There were other obsessions, yes. Swimming, and reading, television, anime, anatomy, science, gymnastics, and now the humanities have also been obsessions, fading in and out over time.

A timeline of sorts:

Age 3+- Dolls, storylines, fantasy, imaginative play

Age 7-11- Anatomy

Age 8-11- swimming, reading of fictional stories

Age 4-16+- Television, medical shows, anime, procedural drama (on and off over time)

Age 13-16+- gymnastics, reading/writing, anime, television, the humanities, science

Age 11-13- booktapes

Current Age: 16- the humanities (specifically reading, writing, and psychology.)

Most of these special interests are very focus, difficult to divert, and they take up my life. XD They always have, and I suppose that they always will, especially considering how interconnected they are. 😛

(2) apparently inflexible adherence to specific, nonfunctional routines or rituals

Erm, not too sure about this one. For one, my routines are not ‘nonfunctional’. In fact, they are very functional, in the fact that I need them in order to function. XD

But seriously, I have my routines. I can break off of them with little problem, but I do have my routines. I never realized this, but it makes some sense. I do the same thing every day naturally. I don’t need a schedule or anything, it’s just what I do.

I think that it’s different from the typical AS routine.

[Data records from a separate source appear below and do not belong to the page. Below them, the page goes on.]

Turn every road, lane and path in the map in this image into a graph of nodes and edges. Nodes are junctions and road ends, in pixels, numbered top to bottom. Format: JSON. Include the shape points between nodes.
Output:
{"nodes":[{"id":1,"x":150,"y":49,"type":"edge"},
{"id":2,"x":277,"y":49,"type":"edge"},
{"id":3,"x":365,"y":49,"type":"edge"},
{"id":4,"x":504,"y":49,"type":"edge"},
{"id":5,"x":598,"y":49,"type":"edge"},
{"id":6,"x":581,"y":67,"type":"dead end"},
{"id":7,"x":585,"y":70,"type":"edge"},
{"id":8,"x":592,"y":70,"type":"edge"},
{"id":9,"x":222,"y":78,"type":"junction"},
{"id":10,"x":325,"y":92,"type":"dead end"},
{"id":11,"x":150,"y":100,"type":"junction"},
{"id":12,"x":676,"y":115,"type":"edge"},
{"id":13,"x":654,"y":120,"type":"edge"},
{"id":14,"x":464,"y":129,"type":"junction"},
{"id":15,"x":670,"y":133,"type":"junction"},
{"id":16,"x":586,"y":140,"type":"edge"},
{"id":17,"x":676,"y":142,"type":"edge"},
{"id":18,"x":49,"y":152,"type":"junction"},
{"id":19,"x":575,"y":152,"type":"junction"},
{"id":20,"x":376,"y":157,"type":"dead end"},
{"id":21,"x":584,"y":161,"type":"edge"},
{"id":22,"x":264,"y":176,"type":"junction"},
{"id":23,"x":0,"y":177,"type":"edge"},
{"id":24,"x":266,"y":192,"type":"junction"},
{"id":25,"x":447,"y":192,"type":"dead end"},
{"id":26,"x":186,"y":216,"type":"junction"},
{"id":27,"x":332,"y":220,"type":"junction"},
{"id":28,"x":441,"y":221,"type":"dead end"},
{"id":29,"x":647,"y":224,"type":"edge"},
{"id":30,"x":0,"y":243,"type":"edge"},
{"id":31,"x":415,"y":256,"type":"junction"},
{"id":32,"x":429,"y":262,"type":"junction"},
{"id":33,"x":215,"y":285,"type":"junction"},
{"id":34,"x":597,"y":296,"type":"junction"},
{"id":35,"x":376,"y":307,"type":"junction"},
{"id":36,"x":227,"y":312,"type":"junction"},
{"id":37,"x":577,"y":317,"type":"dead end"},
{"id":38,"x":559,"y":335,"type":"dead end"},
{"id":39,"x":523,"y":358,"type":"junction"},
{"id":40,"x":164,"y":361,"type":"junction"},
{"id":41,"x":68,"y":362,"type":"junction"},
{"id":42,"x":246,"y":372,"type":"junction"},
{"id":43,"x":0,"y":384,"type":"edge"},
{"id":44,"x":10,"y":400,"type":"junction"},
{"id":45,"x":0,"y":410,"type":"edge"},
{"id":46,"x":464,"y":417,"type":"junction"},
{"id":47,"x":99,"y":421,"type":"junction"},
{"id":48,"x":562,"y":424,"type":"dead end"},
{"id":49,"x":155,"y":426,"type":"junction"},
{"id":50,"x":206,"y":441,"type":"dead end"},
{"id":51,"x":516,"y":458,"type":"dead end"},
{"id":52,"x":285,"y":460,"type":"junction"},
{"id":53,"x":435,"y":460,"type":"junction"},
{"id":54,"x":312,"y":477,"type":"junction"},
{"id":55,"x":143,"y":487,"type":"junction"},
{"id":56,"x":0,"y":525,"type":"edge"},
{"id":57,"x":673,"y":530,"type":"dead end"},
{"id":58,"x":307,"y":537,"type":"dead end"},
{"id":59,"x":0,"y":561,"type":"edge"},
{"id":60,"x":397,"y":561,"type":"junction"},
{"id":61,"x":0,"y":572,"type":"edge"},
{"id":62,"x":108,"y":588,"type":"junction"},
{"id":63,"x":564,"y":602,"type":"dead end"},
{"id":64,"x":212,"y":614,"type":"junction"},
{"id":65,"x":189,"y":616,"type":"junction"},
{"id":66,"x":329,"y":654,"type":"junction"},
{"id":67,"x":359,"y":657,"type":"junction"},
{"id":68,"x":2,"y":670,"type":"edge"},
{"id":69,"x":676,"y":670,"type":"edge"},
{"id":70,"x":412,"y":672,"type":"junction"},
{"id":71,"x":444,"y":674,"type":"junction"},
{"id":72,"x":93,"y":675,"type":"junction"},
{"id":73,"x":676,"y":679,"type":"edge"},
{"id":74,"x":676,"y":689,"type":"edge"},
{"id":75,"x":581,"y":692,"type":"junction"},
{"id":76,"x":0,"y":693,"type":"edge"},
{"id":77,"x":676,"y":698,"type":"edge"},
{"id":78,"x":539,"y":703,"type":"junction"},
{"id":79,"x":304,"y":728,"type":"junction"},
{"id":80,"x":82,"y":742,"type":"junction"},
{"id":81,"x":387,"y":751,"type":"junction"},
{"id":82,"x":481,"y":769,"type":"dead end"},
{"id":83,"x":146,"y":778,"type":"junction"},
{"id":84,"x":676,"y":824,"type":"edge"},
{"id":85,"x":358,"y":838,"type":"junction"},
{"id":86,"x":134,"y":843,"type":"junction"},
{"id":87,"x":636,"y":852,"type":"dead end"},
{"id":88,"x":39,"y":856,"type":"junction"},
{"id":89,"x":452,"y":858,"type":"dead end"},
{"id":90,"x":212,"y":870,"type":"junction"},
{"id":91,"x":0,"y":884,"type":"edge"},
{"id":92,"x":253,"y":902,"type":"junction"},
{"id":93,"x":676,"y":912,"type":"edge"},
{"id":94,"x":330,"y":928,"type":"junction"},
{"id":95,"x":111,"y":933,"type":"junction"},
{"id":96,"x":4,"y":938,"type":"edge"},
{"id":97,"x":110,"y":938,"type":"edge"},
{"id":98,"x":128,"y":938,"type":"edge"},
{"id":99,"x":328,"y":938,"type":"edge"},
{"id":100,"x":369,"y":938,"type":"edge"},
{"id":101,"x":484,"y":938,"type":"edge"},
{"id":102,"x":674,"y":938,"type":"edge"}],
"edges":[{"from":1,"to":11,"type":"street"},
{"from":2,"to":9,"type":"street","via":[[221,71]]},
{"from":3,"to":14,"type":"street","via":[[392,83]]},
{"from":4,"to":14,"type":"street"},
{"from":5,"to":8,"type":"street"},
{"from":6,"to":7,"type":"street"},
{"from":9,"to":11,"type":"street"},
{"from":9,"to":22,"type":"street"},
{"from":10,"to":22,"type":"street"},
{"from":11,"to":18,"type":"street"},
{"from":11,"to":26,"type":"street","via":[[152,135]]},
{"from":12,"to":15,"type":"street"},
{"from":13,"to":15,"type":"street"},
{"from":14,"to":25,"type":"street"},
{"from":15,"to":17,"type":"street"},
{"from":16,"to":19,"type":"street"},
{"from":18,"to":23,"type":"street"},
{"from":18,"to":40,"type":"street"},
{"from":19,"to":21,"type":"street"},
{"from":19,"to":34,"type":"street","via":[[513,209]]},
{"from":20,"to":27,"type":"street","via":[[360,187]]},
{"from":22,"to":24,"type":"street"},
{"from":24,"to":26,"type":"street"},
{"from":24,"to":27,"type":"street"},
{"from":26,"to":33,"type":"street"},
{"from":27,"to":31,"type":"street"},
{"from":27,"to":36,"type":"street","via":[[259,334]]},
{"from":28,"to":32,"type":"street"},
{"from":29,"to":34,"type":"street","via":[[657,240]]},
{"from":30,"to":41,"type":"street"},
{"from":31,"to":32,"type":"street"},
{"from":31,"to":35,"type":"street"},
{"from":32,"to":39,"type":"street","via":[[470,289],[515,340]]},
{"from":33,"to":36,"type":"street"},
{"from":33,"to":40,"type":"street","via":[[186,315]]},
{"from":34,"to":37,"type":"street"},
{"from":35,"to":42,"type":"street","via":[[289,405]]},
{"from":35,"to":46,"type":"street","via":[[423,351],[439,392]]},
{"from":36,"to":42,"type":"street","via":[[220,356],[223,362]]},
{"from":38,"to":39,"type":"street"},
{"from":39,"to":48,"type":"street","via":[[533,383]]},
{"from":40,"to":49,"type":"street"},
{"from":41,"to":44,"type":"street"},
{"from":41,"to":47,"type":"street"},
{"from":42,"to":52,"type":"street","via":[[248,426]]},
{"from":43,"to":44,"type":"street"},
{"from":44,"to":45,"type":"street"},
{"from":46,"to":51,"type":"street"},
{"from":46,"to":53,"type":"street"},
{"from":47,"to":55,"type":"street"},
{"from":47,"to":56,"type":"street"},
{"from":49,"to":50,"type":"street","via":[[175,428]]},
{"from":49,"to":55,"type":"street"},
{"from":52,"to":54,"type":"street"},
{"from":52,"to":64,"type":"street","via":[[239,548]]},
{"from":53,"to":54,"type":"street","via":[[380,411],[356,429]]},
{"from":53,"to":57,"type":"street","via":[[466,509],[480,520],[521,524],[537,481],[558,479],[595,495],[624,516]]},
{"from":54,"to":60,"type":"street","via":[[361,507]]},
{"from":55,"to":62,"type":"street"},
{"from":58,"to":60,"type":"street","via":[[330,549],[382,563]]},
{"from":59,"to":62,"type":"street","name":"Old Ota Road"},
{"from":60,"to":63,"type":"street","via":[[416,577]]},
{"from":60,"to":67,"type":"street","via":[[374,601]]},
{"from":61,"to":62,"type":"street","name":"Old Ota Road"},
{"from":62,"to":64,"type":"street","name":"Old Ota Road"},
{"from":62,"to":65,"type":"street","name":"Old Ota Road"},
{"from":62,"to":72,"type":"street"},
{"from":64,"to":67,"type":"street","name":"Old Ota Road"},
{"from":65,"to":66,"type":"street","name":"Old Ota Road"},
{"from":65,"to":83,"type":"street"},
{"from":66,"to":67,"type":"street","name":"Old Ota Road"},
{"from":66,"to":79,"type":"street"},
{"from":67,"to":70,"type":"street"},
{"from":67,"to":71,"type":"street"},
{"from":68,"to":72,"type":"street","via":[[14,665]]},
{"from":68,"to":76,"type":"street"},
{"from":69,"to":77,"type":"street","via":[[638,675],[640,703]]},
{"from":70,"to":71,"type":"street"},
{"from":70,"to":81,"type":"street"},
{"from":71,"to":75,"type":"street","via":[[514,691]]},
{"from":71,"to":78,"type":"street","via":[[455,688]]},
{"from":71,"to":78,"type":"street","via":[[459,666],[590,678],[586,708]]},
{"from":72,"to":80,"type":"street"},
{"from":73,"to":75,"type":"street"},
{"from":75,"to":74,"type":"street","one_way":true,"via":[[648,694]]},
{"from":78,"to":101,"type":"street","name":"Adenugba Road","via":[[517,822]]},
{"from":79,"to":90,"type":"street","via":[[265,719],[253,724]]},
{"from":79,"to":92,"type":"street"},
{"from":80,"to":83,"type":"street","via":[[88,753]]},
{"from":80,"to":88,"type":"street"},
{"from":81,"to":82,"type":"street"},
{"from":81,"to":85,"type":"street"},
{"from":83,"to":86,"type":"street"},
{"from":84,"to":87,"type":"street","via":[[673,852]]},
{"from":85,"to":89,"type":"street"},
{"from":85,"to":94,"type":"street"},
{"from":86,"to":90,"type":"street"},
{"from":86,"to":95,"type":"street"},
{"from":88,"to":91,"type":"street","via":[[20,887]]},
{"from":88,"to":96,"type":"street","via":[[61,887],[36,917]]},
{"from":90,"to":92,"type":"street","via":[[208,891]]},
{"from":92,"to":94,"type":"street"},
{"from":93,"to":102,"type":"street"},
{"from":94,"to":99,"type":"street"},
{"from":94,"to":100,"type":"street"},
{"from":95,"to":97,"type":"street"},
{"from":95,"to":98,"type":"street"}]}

I don’t have set times or a schedule, but when I do… I want to follow it. I’ve always avoided sleepovers, at other people’s houses for the reason, I suppose (which is strange, because I always wanted to go on sleepovers, but I often felt homesick). On the contrary, I find it difficult to stay on a routine… even though I function better on one. I often do things in the spur of the moment, in order to keep my courage up.

I do get pretty upset when I’m late to gymnastics or miss a show on TV, though…

(3) stereotyped and repetitive motor mannerisms (e.g., hand or finger flapping  or twisting, or complex whole-body movements)

Well, I’ve always been one to wreak havoc on my jaw. I chew on things, I grit my teeth, etc. I was always the kid with holes chewed in her clothes. I always fidget with whatever is in reach. I recently started both rocking and toe walking, but I used to walk on my heals as a child. It seems that I’m always on my toes nowadays, partially because of gymnastics. I started rocking because I’d always rock my brother to sleep, and it felt very soothing.

I have also been known to shred random bits of paper when I’m bored. XD I find it calming.

When I am happy, I jump, do cartwheels, spin, and do other such thing, which seems to be abnormal to others. For me, it’s truly an urge.

There are others, but they don’t come to mind at the moment~

(4) persistent preoccupation with parts of objects

My mother says that I never seemed to have this issue, but I DO find myself fascinated by knobs, wheels, and other such small things. I wouldn’t call it a persistent preoccupation, but it is definitely something that I’ve noticed about myself.

C. The disturbance causes clinically significant impairment in social, occupational,  or other important areas of functioning.

Yep. Specifically social and occupational.

D. There is no clinically significant general delay in language (e.g., single  words used by age 2 years, communicative phrases used by age 3 years).

I spoke a bit late (I was two), but I did use single words by that point. I caught up quickly, and my speech was rather advanced by the time I was three.

E. There is no clinically significant delay in cognitive development or in  the development of age-appropriate self-help skills, adaptive behavior (other  than in social interaction), and curiosity about the environment in childhood.

No delay other than both fine and gross motor.

F. Criteria are not met for another specific pervasive developmental disorder  or schizophrenia.